In Hart v. Commissioner (C.C.A.) 54 F.2d 848, 852, the court stated that:

"It is inconsistent with the cash receipts and disbursement method of accounting that the petitioner be permitted to claim a deduction where there has been no actual payment of cash. This basis of accounting requires that he report only actual receipts and deduct only actual disbursements."

The taxpayer might never have paid in cash. The broker might never have sued for recovery of the amount due. And the Supreme Court said in Lucas v. American Code Company, Inc., 280 U.S. 445, 50 S. Ct. 202, 203, 74 L. Ed. 538, 67 A.L.R. 1010:

"For, even an unquestionable breach does not result in loss, if the injured party forgives or refrains from prosecuting his claim."

And Mr. Justice Holmes said in Eckert v. Burnet, 283 U.S. 140, 51 S. Ct. 373, 374, 75 L. Ed. 911, where the petitioner's tax return was on a cash basis:

"A deduction may be permissible in the taxable year in which the petitioner pays cash. The petitioner says that it was definitely ascertained in 1925 that the petitioner would sustain the losses in question.So it was, if the petitioner ultimately pays his note. So was the tax considered in United States v. Mitchell, 271 U.S. 9, 12, 46 S. Ct. 418, 70 L. Ed. 799, but it could not be deducted until it was paid."

The Supreme Court, in Burnet v. Huff, 288 U.S. 156, 160, 53 S. Ct. 330, 331, 77 L. Ed. 670, said:

"But the mere existence of liability is not enough to establish a deductible loss. There is liability in the case of a breach of contract, but as the Court said in Lucas v. American Code Co., 280 U.S. 445, 450, 50 S. Ct. 202, 203, 74 L. Ed. 538 [67 A.L.R. 1010], 'even an unquestionable breach does not result in loss, if the injured party forgives or refrains from prosecuting his claim.' And whether a taxpayer will actually sustain a loss through embezzlement of trust funds of which he is trustee will depend upon a variety of circumstances. If there is liability on his part for the misappropriation, it does not create a certainty of loss, as the defalcation may be made good by the one who caused it, or the liability of the taxpayer may be enforced only to a limited extent or not at all. The requirement that losses be deducted in the year in which they are sustained calls for a practical test. The loss 'must be actual and present.' Weiss v. Wiener, 279 U.S. 333, 335, 49 S. Ct. 337, 73 L. Ed. 720; Lucas v. American Code Co., supra; Eckert v. Burnet, 283 U.S. 140, 141, 142, 51 S. Ct. 373, 75 L. Ed. 911."

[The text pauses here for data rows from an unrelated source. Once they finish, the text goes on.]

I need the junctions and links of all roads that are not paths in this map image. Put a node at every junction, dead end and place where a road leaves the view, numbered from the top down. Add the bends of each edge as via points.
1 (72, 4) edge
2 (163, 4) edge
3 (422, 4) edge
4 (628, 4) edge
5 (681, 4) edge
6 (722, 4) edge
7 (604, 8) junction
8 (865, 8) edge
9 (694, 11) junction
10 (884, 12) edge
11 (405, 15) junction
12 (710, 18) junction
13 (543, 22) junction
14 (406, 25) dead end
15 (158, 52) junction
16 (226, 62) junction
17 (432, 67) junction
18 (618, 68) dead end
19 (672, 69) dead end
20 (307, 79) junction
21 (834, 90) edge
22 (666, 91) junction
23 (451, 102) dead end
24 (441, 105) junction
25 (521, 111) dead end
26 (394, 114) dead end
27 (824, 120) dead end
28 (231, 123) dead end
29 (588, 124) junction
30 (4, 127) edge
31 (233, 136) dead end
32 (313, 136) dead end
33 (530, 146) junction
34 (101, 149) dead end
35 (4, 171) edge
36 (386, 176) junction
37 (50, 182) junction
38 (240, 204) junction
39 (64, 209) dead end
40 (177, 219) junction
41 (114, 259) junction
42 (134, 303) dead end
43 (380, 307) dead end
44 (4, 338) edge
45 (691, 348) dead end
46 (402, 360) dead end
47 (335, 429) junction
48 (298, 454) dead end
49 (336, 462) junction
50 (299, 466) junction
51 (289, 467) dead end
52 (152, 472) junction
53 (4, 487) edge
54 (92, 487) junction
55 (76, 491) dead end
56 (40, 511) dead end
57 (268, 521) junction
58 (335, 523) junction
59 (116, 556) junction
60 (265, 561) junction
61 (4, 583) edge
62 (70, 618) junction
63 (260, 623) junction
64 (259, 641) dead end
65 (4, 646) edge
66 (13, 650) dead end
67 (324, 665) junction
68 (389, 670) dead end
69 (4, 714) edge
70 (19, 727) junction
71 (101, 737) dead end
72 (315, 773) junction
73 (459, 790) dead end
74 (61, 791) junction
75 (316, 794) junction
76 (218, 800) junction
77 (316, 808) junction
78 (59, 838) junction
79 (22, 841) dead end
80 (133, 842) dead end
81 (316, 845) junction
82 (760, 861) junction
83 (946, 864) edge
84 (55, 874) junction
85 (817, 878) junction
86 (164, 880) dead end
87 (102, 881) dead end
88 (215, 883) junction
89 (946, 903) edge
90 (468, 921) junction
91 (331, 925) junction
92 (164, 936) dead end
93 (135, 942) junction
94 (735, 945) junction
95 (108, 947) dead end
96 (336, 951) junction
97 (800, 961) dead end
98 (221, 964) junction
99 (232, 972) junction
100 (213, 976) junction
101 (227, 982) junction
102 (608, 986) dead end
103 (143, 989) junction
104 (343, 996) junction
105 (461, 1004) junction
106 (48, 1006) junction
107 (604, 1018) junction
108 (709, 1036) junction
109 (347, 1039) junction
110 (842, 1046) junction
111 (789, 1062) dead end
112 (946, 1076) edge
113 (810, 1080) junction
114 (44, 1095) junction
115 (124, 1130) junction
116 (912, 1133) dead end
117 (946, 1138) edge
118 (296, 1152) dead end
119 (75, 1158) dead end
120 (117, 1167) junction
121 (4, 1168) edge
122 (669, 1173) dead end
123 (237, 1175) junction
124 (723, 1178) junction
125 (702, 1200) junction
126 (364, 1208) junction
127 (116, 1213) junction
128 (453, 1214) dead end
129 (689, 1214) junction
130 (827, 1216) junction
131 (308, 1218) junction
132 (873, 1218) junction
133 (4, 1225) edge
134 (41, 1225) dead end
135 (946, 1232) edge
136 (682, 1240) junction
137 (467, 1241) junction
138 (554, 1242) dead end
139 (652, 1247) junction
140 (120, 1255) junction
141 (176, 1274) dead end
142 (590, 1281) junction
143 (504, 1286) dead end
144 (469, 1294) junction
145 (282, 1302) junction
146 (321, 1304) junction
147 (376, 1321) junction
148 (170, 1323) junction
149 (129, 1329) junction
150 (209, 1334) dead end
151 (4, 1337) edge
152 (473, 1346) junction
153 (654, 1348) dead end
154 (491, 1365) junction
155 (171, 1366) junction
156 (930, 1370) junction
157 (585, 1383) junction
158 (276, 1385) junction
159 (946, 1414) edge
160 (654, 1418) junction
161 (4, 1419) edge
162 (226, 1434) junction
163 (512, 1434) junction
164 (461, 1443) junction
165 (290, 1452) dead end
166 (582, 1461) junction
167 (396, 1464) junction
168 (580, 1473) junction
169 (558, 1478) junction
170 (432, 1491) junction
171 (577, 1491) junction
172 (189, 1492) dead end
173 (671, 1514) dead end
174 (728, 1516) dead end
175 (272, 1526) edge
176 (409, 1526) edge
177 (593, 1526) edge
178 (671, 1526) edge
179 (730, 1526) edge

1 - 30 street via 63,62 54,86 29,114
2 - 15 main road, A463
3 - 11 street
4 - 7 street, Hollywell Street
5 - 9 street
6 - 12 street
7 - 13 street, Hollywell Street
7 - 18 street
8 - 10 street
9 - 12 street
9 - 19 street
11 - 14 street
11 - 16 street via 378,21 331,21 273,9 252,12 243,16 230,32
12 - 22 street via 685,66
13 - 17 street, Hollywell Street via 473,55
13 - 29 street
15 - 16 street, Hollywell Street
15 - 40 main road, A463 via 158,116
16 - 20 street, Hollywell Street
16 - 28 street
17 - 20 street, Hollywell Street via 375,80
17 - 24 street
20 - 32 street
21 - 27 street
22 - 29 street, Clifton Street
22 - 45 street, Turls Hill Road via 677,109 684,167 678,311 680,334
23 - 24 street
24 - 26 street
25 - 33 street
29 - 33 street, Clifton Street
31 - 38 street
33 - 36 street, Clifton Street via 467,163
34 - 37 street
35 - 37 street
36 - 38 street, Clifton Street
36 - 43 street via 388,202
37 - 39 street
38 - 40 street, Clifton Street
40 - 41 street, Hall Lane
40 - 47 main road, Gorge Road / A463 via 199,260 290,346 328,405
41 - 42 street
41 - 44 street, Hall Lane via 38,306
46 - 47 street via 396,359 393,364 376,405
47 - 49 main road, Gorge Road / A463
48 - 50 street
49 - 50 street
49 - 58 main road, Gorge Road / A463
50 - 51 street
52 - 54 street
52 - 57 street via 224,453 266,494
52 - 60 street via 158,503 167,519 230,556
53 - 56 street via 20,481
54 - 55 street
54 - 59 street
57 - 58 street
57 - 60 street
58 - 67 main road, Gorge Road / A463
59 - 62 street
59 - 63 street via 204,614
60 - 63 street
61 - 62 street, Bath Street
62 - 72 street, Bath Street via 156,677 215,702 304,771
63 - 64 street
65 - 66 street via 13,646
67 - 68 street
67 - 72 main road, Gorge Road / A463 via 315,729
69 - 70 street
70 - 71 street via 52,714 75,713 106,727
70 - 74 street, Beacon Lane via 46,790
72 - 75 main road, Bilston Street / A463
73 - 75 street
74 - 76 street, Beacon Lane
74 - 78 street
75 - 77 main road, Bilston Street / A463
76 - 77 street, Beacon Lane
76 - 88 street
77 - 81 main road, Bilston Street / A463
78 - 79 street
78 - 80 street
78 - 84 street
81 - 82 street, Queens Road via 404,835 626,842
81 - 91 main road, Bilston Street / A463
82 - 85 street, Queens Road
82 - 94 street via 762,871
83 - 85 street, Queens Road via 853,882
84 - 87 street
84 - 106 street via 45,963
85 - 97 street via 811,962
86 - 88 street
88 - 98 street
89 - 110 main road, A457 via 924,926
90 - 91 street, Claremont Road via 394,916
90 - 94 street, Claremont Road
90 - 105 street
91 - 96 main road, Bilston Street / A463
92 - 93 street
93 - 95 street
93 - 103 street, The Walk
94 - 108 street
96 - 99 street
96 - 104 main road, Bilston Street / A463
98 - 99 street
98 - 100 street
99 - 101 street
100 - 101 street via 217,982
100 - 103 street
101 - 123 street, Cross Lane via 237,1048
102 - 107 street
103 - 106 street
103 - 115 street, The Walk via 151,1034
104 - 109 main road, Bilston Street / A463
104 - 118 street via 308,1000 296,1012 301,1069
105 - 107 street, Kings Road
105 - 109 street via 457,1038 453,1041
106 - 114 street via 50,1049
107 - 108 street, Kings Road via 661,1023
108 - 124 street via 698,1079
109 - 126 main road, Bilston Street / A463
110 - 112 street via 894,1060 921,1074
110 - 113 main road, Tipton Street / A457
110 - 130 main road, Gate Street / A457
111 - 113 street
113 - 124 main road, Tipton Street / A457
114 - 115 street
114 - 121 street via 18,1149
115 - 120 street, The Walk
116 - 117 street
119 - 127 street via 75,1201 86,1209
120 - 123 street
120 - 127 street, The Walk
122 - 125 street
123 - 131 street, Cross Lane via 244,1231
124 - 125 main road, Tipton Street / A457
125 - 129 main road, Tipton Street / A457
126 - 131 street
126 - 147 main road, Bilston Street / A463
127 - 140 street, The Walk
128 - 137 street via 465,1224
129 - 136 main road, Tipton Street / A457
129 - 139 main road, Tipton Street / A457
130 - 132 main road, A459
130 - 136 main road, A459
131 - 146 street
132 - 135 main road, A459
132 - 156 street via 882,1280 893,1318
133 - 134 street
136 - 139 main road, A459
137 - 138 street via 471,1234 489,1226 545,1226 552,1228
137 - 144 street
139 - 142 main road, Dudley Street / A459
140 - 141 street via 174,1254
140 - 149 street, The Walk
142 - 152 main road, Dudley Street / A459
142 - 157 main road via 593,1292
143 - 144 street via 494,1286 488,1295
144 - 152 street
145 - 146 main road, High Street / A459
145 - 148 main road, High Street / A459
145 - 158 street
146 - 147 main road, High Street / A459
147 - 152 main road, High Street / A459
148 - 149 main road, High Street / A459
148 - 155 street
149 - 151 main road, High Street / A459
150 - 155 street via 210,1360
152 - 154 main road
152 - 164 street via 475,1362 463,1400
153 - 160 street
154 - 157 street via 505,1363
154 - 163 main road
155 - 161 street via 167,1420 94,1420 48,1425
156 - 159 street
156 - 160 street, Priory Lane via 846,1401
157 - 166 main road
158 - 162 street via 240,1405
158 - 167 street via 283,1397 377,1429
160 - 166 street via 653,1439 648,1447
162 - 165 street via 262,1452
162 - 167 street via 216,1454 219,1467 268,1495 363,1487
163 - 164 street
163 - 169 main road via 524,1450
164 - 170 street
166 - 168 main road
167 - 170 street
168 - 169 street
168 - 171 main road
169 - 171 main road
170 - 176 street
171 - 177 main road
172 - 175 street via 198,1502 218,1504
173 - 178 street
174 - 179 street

In the instant case, which rests upon the cash receipts and disbursements basis of accounting, where sales of shares of stock were made in a heavily undermargined account resulting in a large indebtedness to the broker, the customer sustained the loss when the certainty of loss was definitely ascertained and when the indebtedness was actually paid. His right to claim the deduction arose when actual payment was made. The payment thus made was an actual disbursement properly deductible in accordance with the method of accounting.

The motion of the defendant for judgment is denied.

The motion of the plaintiff for judgment is granted. Judgment may be entered for the plaintiff in the sum of $14,520.60, with interest as provided by law.